* TASK PROMPT: What lines below hold the string "where"? Copy them all.

── RECORD EXCERPTS ──

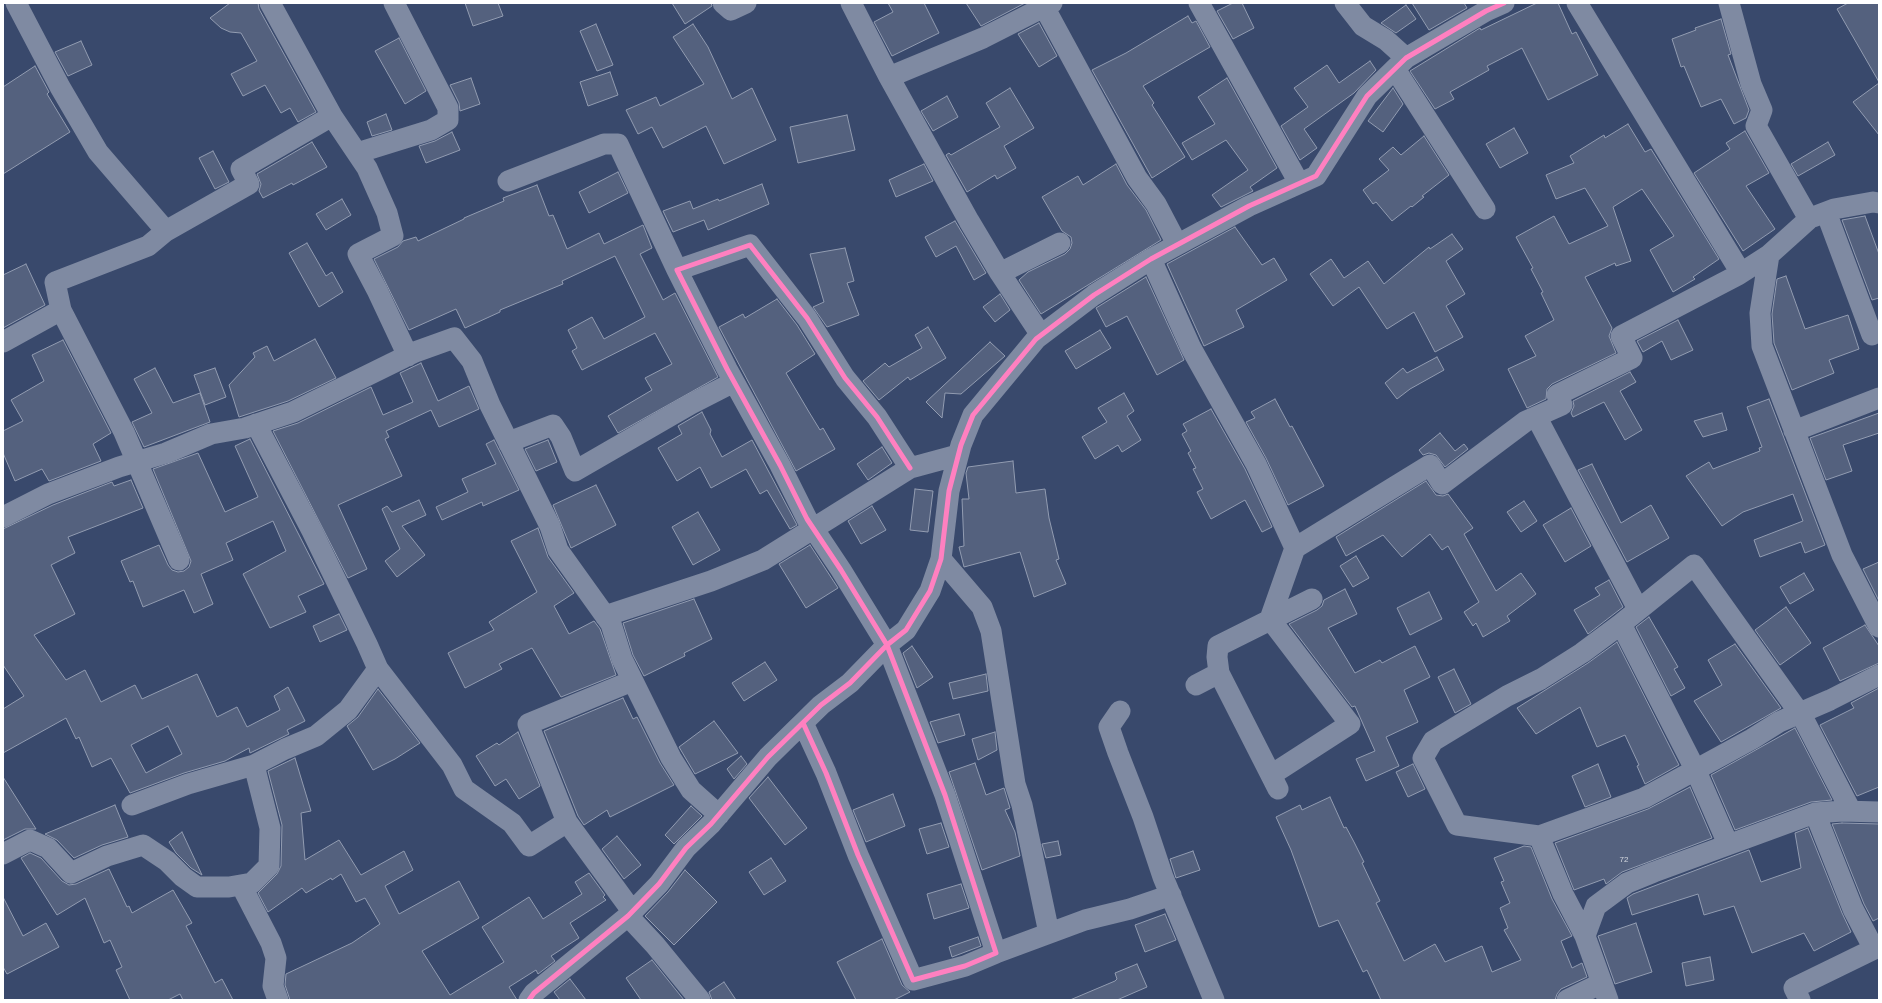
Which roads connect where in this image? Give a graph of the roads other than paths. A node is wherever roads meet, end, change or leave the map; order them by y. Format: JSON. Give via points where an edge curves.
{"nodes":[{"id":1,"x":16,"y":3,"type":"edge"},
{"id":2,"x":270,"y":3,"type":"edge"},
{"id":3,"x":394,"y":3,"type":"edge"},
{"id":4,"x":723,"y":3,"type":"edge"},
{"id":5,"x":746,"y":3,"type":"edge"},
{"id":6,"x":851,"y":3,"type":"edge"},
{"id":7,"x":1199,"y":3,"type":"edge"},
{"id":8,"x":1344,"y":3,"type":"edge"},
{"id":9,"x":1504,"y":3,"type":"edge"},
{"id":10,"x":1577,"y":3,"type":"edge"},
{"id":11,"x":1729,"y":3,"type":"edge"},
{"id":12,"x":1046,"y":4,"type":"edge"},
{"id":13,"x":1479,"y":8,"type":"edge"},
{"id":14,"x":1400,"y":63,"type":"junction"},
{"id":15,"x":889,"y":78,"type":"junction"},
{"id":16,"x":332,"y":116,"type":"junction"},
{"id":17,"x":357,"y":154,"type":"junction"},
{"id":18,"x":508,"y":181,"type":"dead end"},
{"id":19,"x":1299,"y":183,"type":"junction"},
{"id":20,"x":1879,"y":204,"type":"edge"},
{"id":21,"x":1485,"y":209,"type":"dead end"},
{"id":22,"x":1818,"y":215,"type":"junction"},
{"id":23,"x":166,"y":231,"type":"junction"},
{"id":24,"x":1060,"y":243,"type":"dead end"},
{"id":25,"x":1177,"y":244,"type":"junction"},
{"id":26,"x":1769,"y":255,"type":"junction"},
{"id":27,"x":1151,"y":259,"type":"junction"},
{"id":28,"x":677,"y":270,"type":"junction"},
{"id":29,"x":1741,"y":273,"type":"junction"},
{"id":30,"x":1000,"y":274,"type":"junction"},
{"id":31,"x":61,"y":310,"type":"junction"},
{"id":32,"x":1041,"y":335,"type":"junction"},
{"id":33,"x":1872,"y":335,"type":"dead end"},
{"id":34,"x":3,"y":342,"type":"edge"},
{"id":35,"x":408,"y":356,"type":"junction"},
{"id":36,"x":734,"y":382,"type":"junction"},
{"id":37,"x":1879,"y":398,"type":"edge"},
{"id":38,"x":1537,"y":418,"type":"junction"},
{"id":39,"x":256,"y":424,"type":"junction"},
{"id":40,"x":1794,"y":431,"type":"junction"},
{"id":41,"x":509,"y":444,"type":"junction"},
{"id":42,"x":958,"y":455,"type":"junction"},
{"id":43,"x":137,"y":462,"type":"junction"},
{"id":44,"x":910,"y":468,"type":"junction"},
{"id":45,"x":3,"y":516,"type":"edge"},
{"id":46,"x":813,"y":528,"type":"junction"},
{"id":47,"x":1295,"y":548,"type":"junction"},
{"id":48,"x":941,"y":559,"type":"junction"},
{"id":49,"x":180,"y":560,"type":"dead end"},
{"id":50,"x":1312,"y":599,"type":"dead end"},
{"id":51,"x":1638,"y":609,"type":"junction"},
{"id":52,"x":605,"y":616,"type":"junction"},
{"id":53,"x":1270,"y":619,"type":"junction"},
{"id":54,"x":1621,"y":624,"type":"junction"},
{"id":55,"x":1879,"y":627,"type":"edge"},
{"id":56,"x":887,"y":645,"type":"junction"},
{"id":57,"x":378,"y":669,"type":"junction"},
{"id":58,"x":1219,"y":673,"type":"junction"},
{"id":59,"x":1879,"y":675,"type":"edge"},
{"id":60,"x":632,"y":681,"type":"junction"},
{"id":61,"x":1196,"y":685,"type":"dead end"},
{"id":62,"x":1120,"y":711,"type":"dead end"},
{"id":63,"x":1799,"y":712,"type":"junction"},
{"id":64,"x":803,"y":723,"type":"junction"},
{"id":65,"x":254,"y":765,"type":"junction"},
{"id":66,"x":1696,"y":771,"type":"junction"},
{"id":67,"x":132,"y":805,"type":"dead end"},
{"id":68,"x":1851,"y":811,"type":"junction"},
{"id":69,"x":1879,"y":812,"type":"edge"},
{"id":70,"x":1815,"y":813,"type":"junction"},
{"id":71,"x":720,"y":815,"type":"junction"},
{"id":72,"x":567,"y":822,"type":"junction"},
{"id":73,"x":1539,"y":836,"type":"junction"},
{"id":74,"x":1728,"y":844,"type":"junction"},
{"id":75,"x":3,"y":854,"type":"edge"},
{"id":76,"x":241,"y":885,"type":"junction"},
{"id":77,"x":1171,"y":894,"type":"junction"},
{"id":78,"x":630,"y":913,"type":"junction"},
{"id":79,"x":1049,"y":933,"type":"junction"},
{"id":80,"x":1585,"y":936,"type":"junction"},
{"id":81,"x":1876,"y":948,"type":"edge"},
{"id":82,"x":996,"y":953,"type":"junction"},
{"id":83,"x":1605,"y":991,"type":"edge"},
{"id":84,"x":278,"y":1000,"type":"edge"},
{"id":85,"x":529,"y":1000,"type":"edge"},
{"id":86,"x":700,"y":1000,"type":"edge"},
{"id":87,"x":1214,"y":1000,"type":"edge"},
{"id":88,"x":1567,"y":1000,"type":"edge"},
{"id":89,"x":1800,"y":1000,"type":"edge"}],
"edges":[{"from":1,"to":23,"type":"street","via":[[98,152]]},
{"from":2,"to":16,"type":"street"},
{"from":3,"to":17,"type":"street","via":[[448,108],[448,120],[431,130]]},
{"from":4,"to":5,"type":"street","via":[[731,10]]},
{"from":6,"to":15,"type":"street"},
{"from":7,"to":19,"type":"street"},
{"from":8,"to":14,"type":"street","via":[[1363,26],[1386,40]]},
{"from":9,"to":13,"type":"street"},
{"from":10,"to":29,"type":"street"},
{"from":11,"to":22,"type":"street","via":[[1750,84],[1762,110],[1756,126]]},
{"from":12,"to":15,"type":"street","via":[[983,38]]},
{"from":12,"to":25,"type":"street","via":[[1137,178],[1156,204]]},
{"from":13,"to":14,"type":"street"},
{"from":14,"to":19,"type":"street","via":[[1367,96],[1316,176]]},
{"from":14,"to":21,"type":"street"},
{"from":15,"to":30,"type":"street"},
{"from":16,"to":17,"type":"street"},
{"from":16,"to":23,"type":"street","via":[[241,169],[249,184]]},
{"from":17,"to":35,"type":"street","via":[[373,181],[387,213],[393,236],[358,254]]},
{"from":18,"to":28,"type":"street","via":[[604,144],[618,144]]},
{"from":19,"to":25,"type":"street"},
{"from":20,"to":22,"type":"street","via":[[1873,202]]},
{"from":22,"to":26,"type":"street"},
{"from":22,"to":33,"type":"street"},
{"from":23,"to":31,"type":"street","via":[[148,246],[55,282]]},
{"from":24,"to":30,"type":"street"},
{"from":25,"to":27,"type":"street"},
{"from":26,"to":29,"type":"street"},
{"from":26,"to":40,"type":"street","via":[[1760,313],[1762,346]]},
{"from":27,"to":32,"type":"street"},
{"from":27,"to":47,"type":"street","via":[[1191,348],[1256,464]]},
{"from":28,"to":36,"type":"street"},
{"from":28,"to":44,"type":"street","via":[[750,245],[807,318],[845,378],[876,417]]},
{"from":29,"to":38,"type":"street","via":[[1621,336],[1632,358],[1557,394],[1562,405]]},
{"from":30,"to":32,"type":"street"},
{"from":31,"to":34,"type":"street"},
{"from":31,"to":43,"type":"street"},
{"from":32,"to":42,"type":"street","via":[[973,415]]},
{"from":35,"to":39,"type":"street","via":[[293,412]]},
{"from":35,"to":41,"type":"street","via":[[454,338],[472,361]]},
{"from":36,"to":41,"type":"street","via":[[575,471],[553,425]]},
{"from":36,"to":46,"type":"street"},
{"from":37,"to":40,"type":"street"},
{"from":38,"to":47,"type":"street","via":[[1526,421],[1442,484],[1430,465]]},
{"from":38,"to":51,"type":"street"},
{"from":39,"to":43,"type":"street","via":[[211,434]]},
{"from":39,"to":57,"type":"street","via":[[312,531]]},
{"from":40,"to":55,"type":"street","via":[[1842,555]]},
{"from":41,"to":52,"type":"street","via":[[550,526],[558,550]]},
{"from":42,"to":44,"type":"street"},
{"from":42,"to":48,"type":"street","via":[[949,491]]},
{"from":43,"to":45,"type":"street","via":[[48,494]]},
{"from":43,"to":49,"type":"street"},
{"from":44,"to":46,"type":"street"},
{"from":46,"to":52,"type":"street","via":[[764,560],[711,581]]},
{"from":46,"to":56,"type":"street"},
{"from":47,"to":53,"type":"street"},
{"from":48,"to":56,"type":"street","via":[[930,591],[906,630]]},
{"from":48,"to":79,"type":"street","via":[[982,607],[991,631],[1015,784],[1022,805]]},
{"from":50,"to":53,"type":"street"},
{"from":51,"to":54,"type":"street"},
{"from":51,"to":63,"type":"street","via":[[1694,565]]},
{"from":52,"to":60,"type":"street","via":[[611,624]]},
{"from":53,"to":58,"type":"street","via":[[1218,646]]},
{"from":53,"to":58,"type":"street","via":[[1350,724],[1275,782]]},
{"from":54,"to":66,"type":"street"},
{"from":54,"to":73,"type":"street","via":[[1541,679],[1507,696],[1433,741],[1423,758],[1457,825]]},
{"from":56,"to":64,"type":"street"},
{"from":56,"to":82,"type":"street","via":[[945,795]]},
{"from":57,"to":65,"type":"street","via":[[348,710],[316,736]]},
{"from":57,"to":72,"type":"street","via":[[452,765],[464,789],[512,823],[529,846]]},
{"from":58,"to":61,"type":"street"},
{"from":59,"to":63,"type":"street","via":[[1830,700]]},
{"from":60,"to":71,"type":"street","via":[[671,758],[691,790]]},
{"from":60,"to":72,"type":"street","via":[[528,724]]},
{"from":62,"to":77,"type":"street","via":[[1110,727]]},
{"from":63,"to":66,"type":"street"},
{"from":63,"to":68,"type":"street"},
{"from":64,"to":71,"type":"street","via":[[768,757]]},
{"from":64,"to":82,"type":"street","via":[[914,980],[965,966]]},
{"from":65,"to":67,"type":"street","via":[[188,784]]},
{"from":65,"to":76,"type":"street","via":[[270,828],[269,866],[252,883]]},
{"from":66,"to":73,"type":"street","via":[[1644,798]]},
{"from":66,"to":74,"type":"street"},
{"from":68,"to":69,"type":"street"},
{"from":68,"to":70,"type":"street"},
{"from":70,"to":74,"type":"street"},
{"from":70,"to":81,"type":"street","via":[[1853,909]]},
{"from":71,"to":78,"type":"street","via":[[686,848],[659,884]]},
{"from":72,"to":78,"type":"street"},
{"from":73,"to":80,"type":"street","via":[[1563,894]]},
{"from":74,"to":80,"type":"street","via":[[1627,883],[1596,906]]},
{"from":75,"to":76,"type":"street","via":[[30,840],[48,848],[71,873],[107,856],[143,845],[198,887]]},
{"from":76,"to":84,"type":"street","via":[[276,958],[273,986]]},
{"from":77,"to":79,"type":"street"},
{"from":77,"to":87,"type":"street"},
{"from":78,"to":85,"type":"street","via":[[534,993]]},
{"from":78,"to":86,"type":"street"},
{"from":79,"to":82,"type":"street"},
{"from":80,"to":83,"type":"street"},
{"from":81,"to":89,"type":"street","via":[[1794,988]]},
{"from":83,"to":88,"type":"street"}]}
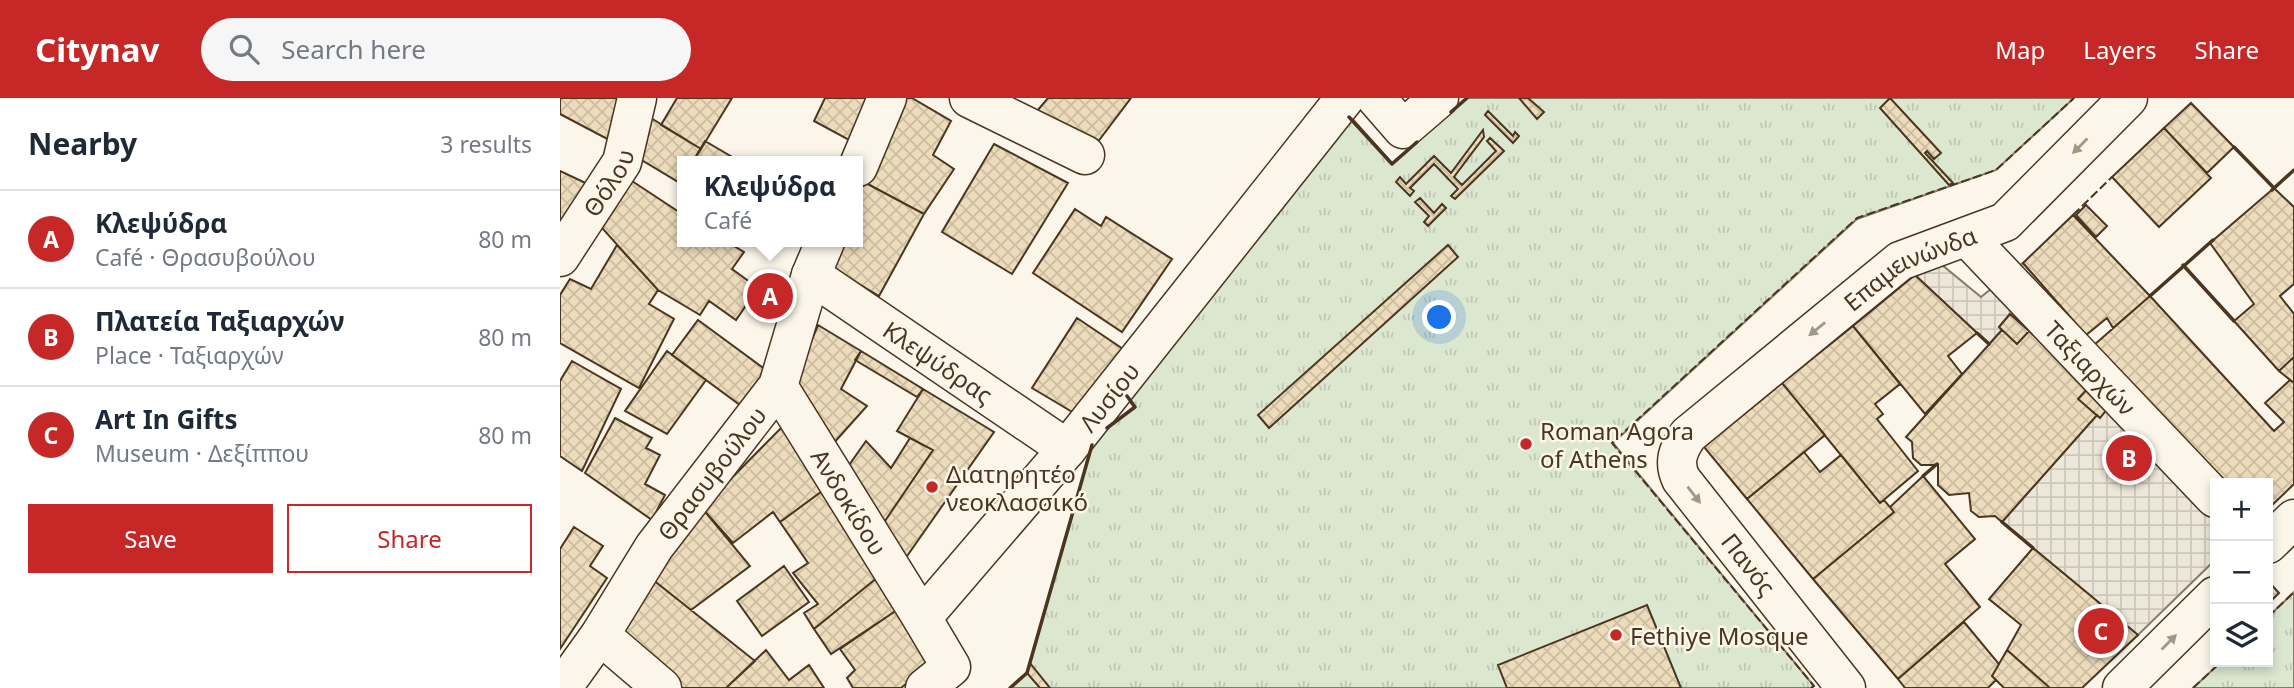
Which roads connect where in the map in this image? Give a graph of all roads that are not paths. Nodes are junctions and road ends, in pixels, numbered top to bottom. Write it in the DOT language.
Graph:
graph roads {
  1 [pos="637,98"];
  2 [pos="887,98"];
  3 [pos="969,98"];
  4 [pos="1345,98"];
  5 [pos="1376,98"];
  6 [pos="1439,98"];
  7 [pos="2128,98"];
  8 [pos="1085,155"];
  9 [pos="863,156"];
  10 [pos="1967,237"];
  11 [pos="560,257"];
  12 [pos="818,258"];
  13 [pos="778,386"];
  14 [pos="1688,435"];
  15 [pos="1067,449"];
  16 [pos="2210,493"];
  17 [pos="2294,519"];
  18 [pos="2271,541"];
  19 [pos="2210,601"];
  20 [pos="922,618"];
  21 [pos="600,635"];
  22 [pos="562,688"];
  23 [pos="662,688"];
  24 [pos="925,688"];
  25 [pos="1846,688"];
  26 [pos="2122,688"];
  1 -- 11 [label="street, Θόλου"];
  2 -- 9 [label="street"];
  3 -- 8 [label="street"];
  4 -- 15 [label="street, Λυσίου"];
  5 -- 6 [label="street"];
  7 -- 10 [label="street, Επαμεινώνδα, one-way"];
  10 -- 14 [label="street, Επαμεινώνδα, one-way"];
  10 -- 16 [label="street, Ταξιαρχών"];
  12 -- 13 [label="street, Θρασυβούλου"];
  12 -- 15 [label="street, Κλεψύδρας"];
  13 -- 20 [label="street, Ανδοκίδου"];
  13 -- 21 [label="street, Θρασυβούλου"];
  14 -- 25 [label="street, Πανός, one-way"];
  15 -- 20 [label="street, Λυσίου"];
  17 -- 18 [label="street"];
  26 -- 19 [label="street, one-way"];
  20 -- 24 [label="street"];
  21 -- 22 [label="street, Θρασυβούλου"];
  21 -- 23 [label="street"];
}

───

* EXERCISE ANSWER:
Which roads connect where in this image? Give a graph of the roads other than paths. A node is wherever roads meet, end, change or leave the map; order them by y. Format: JSON. Give via points where an edge curves.
Which roads connect where in the map in this image? Give a graph of all roads that are not paths. Nodes are junctions and road ends, in pixels, numbered top to bottom. Write it in the DOT language.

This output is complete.